++++ MATERIAL FOR THIS TASK

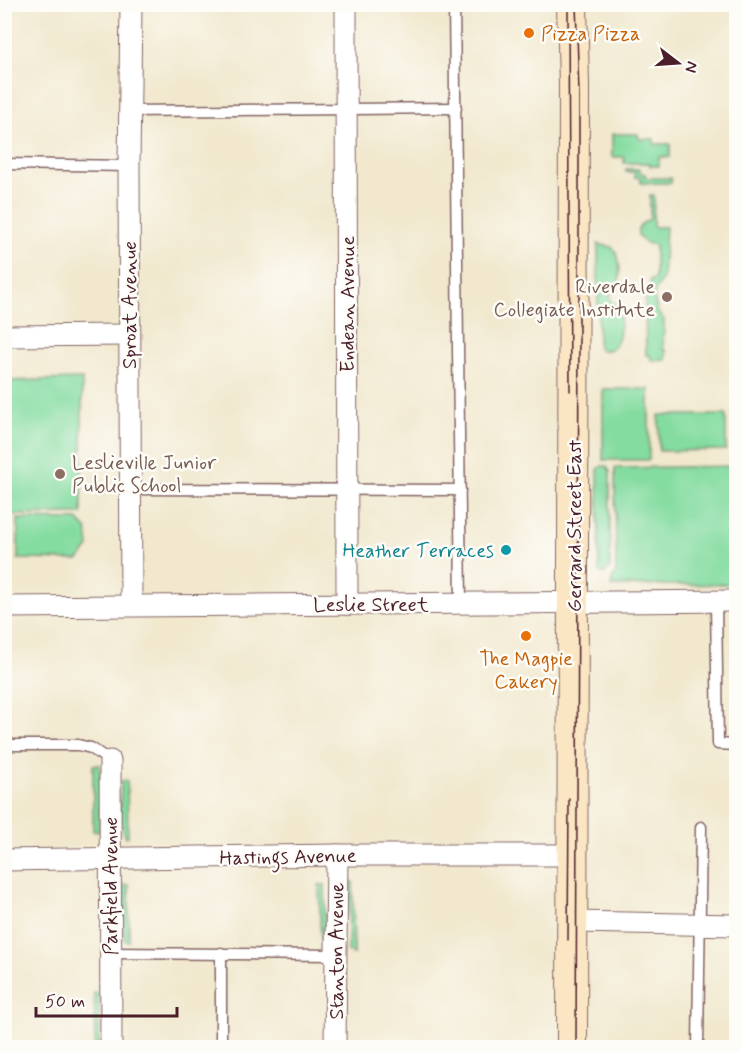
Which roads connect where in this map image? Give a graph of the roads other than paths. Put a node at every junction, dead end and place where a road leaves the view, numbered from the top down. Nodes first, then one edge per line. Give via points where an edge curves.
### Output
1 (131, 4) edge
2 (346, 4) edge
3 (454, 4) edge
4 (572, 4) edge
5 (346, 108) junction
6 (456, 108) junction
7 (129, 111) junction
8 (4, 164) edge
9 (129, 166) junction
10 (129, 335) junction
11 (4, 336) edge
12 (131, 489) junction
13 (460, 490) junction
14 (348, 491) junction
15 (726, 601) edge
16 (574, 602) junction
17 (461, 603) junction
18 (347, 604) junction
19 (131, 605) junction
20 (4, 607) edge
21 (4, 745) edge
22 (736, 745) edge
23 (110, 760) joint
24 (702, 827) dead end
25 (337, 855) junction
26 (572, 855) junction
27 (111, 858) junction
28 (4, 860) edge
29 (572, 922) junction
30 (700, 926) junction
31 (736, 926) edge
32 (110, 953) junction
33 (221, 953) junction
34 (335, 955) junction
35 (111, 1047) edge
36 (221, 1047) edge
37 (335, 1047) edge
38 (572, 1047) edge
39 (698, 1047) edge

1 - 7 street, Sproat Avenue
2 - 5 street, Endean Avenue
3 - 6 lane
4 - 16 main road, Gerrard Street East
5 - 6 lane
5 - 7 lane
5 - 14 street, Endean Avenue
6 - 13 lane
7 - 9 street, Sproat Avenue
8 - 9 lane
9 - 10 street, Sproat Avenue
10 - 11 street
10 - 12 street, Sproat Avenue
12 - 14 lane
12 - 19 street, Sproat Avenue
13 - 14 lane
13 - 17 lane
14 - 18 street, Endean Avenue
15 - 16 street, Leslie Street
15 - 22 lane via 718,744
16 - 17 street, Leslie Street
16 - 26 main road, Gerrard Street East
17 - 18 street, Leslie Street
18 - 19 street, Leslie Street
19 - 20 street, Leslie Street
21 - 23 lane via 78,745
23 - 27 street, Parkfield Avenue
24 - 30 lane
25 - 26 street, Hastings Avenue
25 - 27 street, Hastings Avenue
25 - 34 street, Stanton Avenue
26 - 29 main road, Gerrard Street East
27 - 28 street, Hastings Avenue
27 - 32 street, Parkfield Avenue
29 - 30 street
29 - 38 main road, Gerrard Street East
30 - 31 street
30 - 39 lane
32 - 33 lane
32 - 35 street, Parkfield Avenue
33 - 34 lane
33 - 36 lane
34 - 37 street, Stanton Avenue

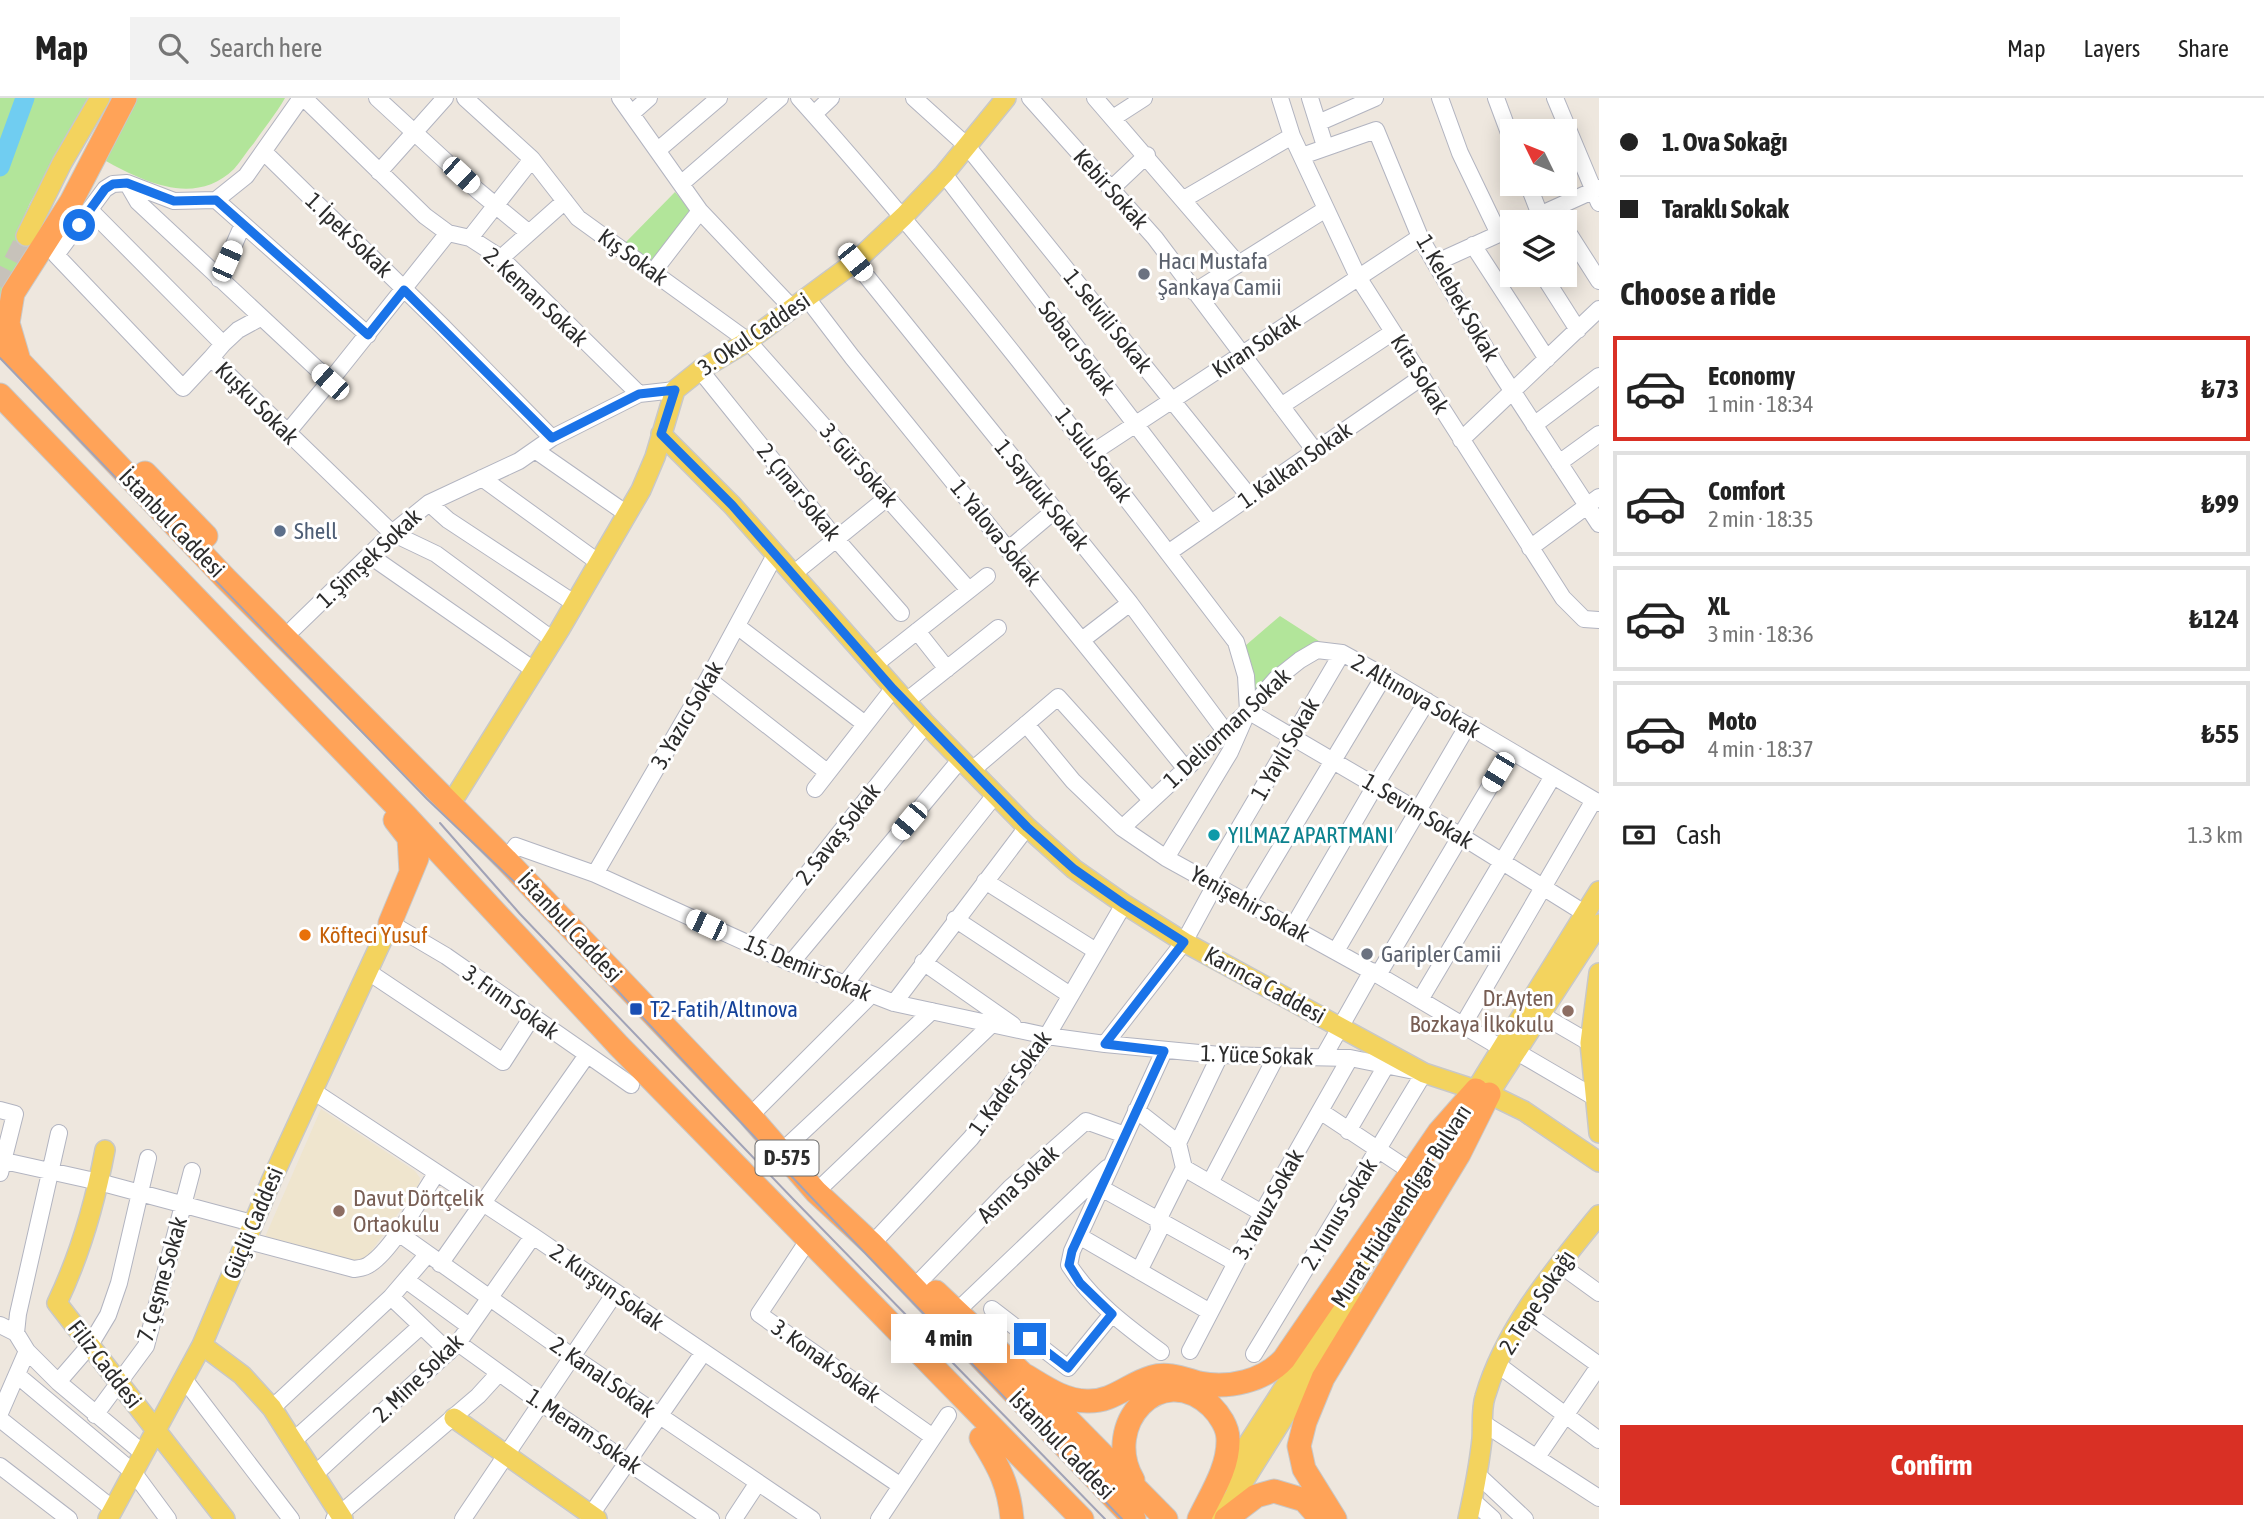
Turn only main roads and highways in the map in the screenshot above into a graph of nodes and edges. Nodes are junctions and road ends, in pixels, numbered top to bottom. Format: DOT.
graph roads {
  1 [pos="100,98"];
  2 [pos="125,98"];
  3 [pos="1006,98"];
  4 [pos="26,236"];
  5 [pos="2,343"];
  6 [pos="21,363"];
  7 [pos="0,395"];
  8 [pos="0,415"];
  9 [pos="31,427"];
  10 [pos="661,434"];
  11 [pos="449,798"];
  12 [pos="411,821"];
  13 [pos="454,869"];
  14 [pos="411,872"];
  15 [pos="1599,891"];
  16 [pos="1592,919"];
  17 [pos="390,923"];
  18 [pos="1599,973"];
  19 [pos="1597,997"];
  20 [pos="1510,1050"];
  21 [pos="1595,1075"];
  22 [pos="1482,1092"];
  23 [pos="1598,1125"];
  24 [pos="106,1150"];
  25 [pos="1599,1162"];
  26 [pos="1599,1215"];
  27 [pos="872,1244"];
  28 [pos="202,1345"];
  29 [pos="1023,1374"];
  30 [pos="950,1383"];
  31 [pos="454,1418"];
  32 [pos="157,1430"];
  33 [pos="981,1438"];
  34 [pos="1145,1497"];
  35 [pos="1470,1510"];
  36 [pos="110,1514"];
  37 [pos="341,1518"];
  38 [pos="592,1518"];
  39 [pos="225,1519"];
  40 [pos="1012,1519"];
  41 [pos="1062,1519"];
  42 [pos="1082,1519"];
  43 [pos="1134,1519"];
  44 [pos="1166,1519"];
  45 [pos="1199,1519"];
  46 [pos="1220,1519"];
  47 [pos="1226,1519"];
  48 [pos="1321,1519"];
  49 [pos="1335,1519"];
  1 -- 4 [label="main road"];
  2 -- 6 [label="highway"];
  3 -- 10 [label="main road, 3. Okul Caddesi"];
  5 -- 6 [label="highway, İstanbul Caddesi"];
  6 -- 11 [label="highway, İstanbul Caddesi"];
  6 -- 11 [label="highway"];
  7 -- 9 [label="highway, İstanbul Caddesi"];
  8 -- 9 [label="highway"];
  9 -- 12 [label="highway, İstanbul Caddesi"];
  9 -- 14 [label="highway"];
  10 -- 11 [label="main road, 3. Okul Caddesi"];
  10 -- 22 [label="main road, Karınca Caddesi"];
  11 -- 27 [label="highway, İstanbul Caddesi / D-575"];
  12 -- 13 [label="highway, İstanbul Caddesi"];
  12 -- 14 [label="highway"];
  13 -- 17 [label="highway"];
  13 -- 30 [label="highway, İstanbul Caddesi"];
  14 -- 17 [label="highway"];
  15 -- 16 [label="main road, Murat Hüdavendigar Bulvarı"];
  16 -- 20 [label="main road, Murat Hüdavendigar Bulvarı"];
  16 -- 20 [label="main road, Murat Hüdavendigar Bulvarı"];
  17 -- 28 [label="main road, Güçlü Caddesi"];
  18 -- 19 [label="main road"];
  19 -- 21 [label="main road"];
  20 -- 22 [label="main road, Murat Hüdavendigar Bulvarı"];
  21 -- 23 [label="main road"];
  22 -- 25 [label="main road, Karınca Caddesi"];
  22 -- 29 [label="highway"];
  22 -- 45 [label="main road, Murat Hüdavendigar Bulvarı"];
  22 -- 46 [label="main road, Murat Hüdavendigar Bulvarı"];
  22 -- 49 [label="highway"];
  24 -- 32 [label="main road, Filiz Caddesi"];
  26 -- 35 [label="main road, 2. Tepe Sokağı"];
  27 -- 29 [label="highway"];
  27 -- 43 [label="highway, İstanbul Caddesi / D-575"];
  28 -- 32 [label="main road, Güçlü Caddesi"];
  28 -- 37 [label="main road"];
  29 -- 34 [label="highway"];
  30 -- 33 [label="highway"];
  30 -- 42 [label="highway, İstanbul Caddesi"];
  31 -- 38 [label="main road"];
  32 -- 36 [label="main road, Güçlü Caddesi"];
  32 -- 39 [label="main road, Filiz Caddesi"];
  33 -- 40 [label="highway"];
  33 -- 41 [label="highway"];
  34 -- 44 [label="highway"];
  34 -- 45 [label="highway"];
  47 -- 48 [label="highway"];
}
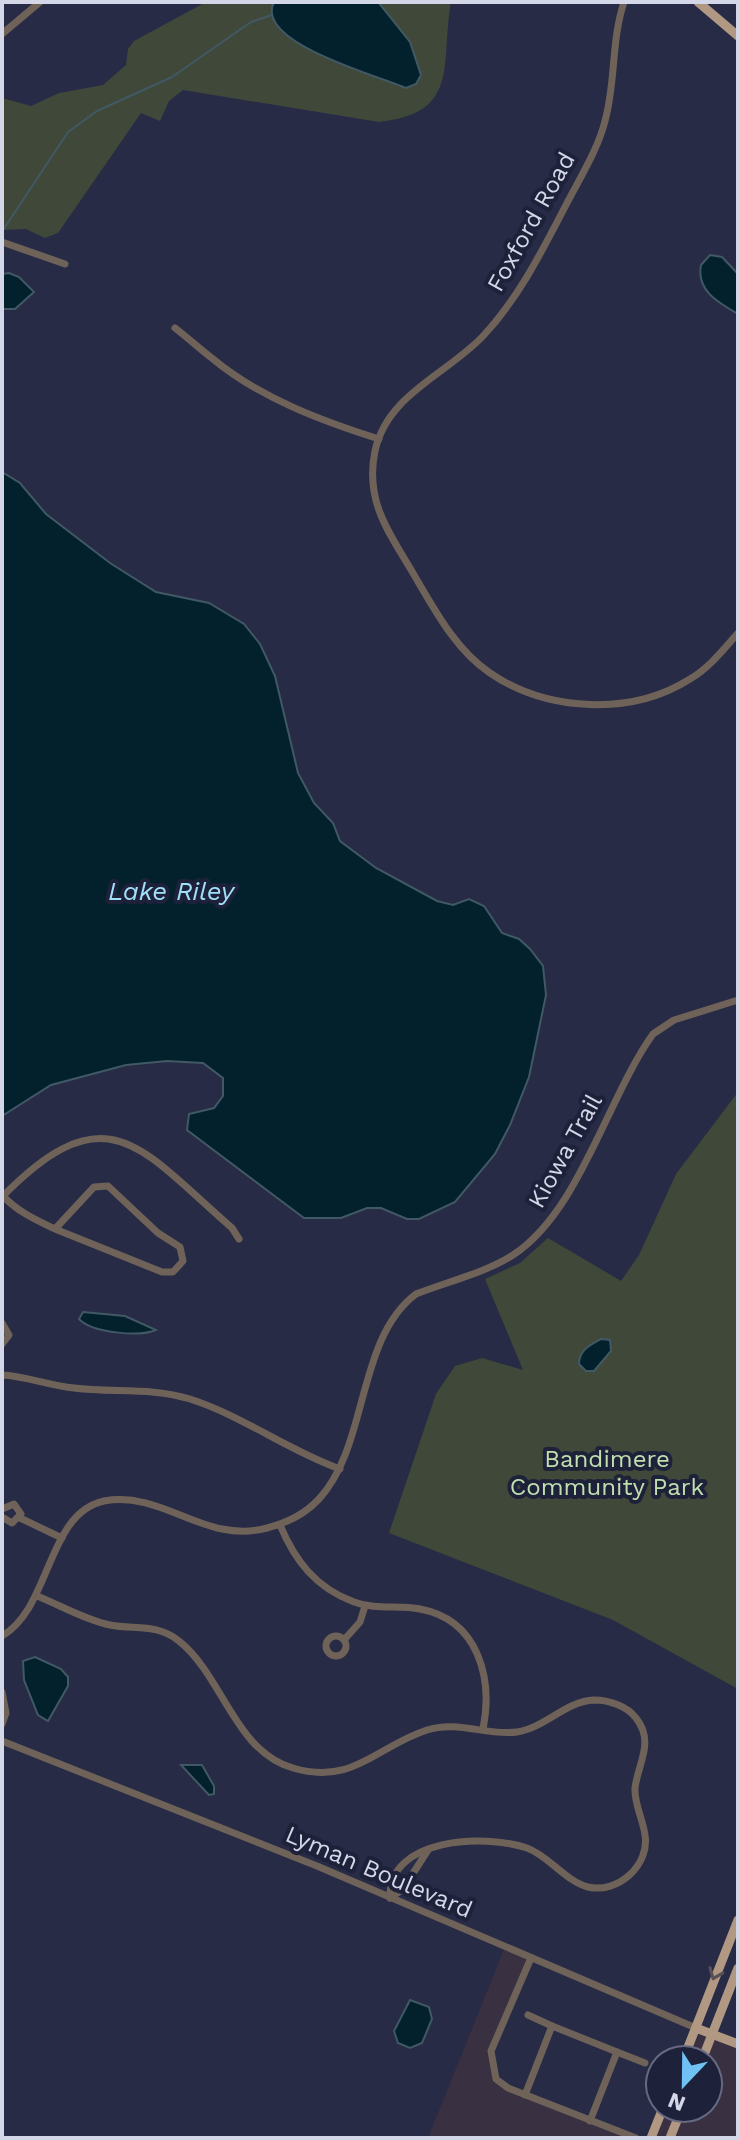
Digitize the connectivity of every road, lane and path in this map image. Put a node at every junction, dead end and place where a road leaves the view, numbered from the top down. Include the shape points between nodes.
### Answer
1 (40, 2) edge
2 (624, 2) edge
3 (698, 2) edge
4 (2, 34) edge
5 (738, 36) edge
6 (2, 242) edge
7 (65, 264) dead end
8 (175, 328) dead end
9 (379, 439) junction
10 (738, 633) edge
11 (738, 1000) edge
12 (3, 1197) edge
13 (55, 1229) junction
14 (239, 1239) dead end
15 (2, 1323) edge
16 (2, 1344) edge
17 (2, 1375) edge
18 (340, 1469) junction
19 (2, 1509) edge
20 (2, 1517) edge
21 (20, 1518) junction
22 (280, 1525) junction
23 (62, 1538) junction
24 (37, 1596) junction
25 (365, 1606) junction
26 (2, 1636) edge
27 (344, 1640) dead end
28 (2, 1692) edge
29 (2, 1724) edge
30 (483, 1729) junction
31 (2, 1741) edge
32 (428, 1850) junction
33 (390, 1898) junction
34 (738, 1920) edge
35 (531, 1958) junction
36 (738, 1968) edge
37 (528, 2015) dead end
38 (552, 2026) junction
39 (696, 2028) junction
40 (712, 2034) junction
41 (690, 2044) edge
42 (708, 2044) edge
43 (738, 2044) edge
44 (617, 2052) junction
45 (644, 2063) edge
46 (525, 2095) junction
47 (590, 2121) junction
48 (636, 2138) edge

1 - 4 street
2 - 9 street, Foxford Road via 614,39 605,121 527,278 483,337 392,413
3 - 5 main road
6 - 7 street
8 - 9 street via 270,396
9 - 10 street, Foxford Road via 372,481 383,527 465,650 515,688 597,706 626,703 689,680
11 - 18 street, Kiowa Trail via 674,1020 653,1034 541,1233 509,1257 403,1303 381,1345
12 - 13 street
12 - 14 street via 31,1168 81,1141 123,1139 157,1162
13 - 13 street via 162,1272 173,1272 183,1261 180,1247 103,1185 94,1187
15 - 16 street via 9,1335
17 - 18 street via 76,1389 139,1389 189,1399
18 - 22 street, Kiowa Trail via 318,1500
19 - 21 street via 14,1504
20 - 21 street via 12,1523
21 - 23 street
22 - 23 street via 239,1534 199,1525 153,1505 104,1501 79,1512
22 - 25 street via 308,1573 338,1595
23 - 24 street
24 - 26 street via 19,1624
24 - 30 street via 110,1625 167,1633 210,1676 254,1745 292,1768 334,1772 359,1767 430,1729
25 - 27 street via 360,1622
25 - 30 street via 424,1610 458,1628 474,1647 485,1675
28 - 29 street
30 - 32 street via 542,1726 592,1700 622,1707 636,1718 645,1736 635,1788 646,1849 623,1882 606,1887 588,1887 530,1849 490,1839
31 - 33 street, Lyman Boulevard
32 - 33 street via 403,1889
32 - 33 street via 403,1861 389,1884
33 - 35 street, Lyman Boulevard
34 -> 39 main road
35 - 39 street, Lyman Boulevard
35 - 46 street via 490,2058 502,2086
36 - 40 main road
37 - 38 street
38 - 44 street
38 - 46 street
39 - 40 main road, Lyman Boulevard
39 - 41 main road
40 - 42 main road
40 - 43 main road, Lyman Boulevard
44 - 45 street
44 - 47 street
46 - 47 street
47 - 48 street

++++++++

A copy of each line in the data above that holds the string "leaves" is needed.

* **OUTPUT BELOW**
Which roads connect where in this map image? Give a graph of the roads other than paths. Put a node at every junction, dead end and place where a road leaves the view, numbered from the top down. Nodes first, then one edge per line. Give via points where an edge curves.
Digitize the connectivity of every road, lane and path in this map image. Put a node at every junction, dead end and place where a road leaves the view, numbered from the top down. Include the shape points between nodes.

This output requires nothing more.